> Exercise: Only the records, exactly as written, belong in the answer; pictures do not.

Stored items:
= Beginning of Section =
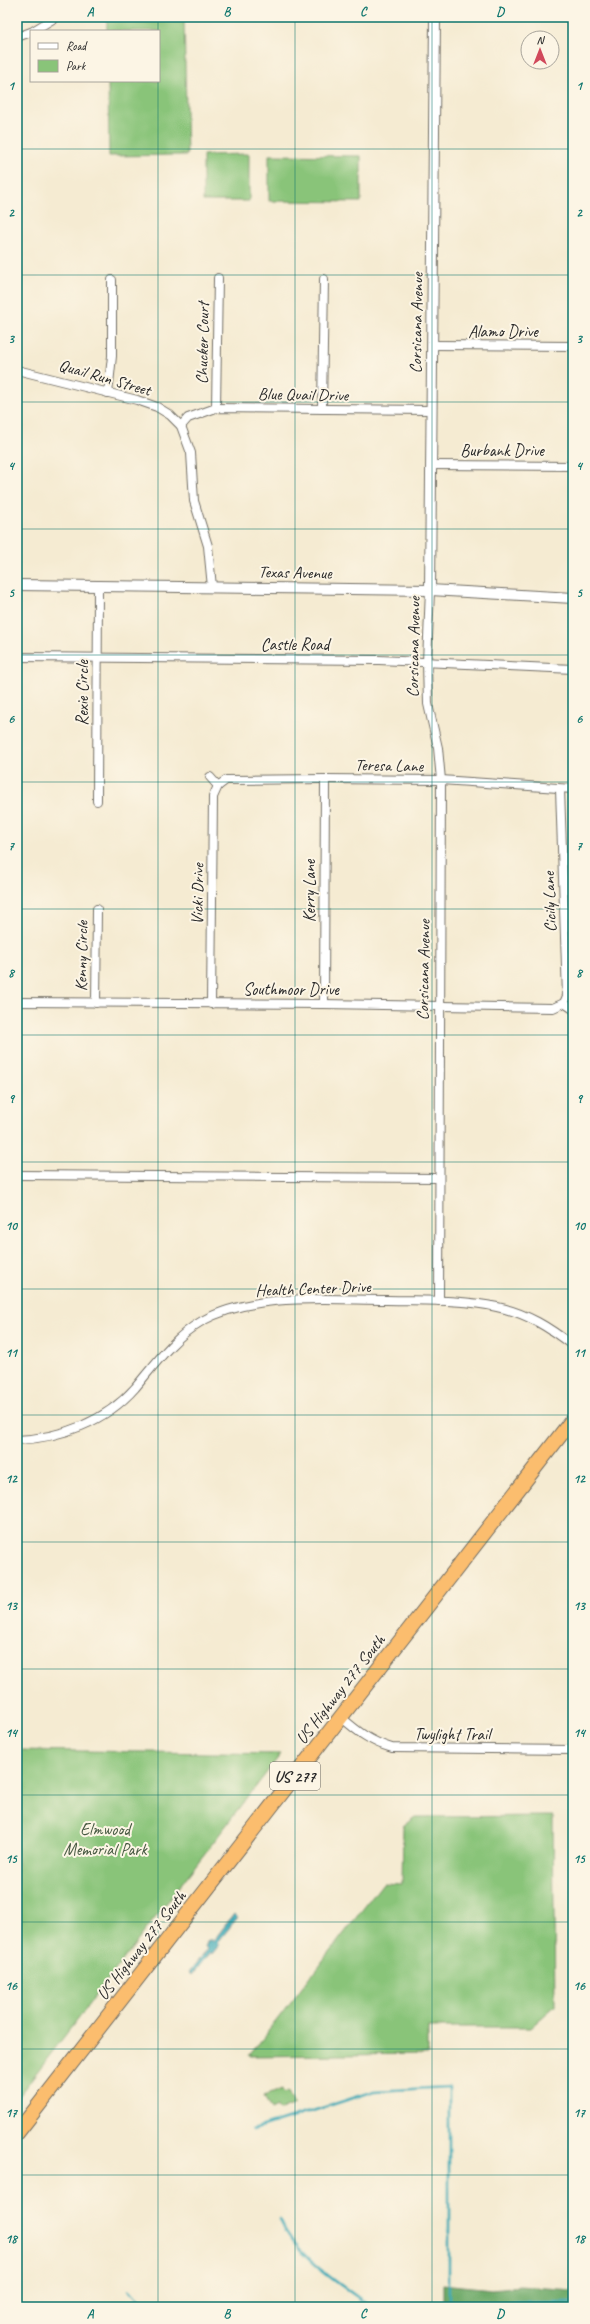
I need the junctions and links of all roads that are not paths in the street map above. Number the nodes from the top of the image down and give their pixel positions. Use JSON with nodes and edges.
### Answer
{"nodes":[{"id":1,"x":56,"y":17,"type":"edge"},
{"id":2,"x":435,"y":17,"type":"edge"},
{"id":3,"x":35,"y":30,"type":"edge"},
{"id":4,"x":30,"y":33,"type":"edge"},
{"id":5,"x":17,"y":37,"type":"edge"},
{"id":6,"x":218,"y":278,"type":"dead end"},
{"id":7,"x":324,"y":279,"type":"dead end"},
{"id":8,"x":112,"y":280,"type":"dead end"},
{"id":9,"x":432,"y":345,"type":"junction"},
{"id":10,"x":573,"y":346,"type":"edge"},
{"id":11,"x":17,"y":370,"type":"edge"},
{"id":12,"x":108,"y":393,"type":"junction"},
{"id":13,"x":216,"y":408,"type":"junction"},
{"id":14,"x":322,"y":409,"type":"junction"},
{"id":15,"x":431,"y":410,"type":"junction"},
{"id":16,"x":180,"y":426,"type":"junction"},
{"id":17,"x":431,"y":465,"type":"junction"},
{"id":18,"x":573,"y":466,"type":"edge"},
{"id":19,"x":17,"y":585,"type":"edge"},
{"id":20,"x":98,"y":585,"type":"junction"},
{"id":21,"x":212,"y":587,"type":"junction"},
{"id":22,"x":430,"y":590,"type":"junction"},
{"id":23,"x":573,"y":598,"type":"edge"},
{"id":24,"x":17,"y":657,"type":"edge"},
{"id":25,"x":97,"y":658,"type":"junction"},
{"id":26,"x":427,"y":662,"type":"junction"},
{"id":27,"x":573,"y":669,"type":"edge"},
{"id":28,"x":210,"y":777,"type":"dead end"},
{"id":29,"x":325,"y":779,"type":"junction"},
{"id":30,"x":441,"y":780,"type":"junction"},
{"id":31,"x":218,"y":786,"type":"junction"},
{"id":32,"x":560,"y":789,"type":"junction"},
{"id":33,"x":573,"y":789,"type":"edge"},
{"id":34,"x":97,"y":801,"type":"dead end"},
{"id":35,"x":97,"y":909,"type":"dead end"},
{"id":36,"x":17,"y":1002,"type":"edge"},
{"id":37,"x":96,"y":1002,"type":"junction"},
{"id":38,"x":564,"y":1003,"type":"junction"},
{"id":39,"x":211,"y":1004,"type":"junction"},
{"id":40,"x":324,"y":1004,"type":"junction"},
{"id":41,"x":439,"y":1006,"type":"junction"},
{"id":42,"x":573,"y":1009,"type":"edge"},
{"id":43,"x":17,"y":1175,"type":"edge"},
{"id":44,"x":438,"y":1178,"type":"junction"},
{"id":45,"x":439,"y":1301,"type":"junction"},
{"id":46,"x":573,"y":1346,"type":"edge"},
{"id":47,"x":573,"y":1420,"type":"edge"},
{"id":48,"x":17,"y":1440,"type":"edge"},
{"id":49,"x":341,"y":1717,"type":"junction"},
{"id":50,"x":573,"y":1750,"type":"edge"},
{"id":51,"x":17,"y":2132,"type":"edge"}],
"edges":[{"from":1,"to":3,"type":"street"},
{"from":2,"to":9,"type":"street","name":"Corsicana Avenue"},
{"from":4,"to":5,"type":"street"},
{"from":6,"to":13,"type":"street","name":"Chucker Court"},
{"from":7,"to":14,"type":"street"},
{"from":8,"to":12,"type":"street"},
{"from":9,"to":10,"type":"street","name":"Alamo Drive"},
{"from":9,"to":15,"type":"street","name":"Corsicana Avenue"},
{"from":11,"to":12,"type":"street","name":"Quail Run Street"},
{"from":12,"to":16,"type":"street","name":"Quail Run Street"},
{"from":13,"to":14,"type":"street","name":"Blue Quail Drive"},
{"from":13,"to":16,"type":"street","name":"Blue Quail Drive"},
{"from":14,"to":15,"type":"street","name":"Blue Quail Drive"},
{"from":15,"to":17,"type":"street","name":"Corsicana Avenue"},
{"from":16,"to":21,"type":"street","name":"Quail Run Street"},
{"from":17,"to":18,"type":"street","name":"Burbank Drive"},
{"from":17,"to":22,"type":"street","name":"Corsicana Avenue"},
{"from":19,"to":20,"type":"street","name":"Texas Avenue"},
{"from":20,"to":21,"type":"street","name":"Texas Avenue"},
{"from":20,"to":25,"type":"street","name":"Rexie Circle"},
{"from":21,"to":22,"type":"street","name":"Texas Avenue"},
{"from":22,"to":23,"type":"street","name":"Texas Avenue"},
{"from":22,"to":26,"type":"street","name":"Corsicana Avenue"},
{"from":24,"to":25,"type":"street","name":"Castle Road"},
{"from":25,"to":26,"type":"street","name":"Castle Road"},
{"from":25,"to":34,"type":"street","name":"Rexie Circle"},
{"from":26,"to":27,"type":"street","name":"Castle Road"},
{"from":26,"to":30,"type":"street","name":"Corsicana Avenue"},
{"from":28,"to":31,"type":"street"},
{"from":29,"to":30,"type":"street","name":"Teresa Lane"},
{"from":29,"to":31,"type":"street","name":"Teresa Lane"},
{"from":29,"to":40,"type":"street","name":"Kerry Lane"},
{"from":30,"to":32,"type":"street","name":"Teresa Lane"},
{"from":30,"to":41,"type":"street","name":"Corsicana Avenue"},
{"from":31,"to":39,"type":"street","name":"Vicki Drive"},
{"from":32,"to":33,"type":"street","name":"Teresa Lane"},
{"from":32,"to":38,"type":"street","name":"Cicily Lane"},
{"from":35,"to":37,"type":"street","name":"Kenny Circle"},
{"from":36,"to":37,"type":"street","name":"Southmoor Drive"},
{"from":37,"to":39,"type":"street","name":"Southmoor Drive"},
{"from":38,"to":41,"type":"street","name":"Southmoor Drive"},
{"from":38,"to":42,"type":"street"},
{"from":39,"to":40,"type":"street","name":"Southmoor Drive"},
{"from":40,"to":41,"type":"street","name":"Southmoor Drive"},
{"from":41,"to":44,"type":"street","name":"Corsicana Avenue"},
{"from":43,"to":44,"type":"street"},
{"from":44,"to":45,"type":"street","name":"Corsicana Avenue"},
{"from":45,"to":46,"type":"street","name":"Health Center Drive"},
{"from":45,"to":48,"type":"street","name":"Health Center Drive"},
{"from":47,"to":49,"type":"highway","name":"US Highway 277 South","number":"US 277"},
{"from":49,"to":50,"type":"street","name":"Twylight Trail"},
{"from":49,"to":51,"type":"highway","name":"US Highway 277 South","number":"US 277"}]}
= End of Section =
> Solution for this task:
I need the junctions and links of all roads that are not paths in the street map above. Number the nodes from the top of the image down and give their pixel positions. Use JSON with nodes and edges.
### Answer
{"nodes":[{"id":1,"x":56,"y":17,"type":"edge"},
{"id":2,"x":435,"y":17,"type":"edge"},
{"id":3,"x":35,"y":30,"type":"edge"},
{"id":4,"x":30,"y":33,"type":"edge"},
{"id":5,"x":17,"y":37,"type":"edge"},
{"id":6,"x":218,"y":278,"type":"dead end"},
{"id":7,"x":324,"y":279,"type":"dead end"},
{"id":8,"x":112,"y":280,"type":"dead end"},
{"id":9,"x":432,"y":345,"type":"junction"},
{"id":10,"x":573,"y":346,"type":"edge"},
{"id":11,"x":17,"y":370,"type":"edge"},
{"id":12,"x":108,"y":393,"type":"junction"},
{"id":13,"x":216,"y":408,"type":"junction"},
{"id":14,"x":322,"y":409,"type":"junction"},
{"id":15,"x":431,"y":410,"type":"junction"},
{"id":16,"x":180,"y":426,"type":"junction"},
{"id":17,"x":431,"y":465,"type":"junction"},
{"id":18,"x":573,"y":466,"type":"edge"},
{"id":19,"x":17,"y":585,"type":"edge"},
{"id":20,"x":98,"y":585,"type":"junction"},
{"id":21,"x":212,"y":587,"type":"junction"},
{"id":22,"x":430,"y":590,"type":"junction"},
{"id":23,"x":573,"y":598,"type":"edge"},
{"id":24,"x":17,"y":657,"type":"edge"},
{"id":25,"x":97,"y":658,"type":"junction"},
{"id":26,"x":427,"y":662,"type":"junction"},
{"id":27,"x":573,"y":669,"type":"edge"},
{"id":28,"x":210,"y":777,"type":"dead end"},
{"id":29,"x":325,"y":779,"type":"junction"},
{"id":30,"x":441,"y":780,"type":"junction"},
{"id":31,"x":218,"y":786,"type":"junction"},
{"id":32,"x":560,"y":789,"type":"junction"},
{"id":33,"x":573,"y":789,"type":"edge"},
{"id":34,"x":97,"y":801,"type":"dead end"},
{"id":35,"x":97,"y":909,"type":"dead end"},
{"id":36,"x":17,"y":1002,"type":"edge"},
{"id":37,"x":96,"y":1002,"type":"junction"},
{"id":38,"x":564,"y":1003,"type":"junction"},
{"id":39,"x":211,"y":1004,"type":"junction"},
{"id":40,"x":324,"y":1004,"type":"junction"},
{"id":41,"x":439,"y":1006,"type":"junction"},
{"id":42,"x":573,"y":1009,"type":"edge"},
{"id":43,"x":17,"y":1175,"type":"edge"},
{"id":44,"x":438,"y":1178,"type":"junction"},
{"id":45,"x":439,"y":1301,"type":"junction"},
{"id":46,"x":573,"y":1346,"type":"edge"},
{"id":47,"x":573,"y":1420,"type":"edge"},
{"id":48,"x":17,"y":1440,"type":"edge"},
{"id":49,"x":341,"y":1717,"type":"junction"},
{"id":50,"x":573,"y":1750,"type":"edge"},
{"id":51,"x":17,"y":2132,"type":"edge"}],
"edges":[{"from":1,"to":3,"type":"street"},
{"from":2,"to":9,"type":"street","name":"Corsicana Avenue"},
{"from":4,"to":5,"type":"street"},
{"from":6,"to":13,"type":"street","name":"Chucker Court"},
{"from":7,"to":14,"type":"street"},
{"from":8,"to":12,"type":"street"},
{"from":9,"to":10,"type":"street","name":"Alamo Drive"},
{"from":9,"to":15,"type":"street","name":"Corsicana Avenue"},
{"from":11,"to":12,"type":"street","name":"Quail Run Street"},
{"from":12,"to":16,"type":"street","name":"Quail Run Street"},
{"from":13,"to":14,"type":"street","name":"Blue Quail Drive"},
{"from":13,"to":16,"type":"street","name":"Blue Quail Drive"},
{"from":14,"to":15,"type":"street","name":"Blue Quail Drive"},
{"from":15,"to":17,"type":"street","name":"Corsicana Avenue"},
{"from":16,"to":21,"type":"street","name":"Quail Run Street"},
{"from":17,"to":18,"type":"street","name":"Burbank Drive"},
{"from":17,"to":22,"type":"street","name":"Corsicana Avenue"},
{"from":19,"to":20,"type":"street","name":"Texas Avenue"},
{"from":20,"to":21,"type":"street","name":"Texas Avenue"},
{"from":20,"to":25,"type":"street","name":"Rexie Circle"},
{"from":21,"to":22,"type":"street","name":"Texas Avenue"},
{"from":22,"to":23,"type":"street","name":"Texas Avenue"},
{"from":22,"to":26,"type":"street","name":"Corsicana Avenue"},
{"from":24,"to":25,"type":"street","name":"Castle Road"},
{"from":25,"to":26,"type":"street","name":"Castle Road"},
{"from":25,"to":34,"type":"street","name":"Rexie Circle"},
{"from":26,"to":27,"type":"street","name":"Castle Road"},
{"from":26,"to":30,"type":"street","name":"Corsicana Avenue"},
{"from":28,"to":31,"type":"street"},
{"from":29,"to":30,"type":"street","name":"Teresa Lane"},
{"from":29,"to":31,"type":"street","name":"Teresa Lane"},
{"from":29,"to":40,"type":"street","name":"Kerry Lane"},
{"from":30,"to":32,"type":"street","name":"Teresa Lane"},
{"from":30,"to":41,"type":"street","name":"Corsicana Avenue"},
{"from":31,"to":39,"type":"street","name":"Vicki Drive"},
{"from":32,"to":33,"type":"street","name":"Teresa Lane"},
{"from":32,"to":38,"type":"street","name":"Cicily Lane"},
{"from":35,"to":37,"type":"street","name":"Kenny Circle"},
{"from":36,"to":37,"type":"street","name":"Southmoor Drive"},
{"from":37,"to":39,"type":"street","name":"Southmoor Drive"},
{"from":38,"to":41,"type":"street","name":"Southmoor Drive"},
{"from":38,"to":42,"type":"street"},
{"from":39,"to":40,"type":"street","name":"Southmoor Drive"},
{"from":40,"to":41,"type":"street","name":"Southmoor Drive"},
{"from":41,"to":44,"type":"street","name":"Corsicana Avenue"},
{"from":43,"to":44,"type":"street"},
{"from":44,"to":45,"type":"street","name":"Corsicana Avenue"},
{"from":45,"to":46,"type":"street","name":"Health Center Drive"},
{"from":45,"to":48,"type":"street","name":"Health Center Drive"},
{"from":47,"to":49,"type":"highway","name":"US Highway 277 South","number":"US 277"},
{"from":49,"to":50,"type":"street","name":"Twylight Trail"},
{"from":49,"to":51,"type":"highway","name":"US Highway 277 South","number":"US 277"}]}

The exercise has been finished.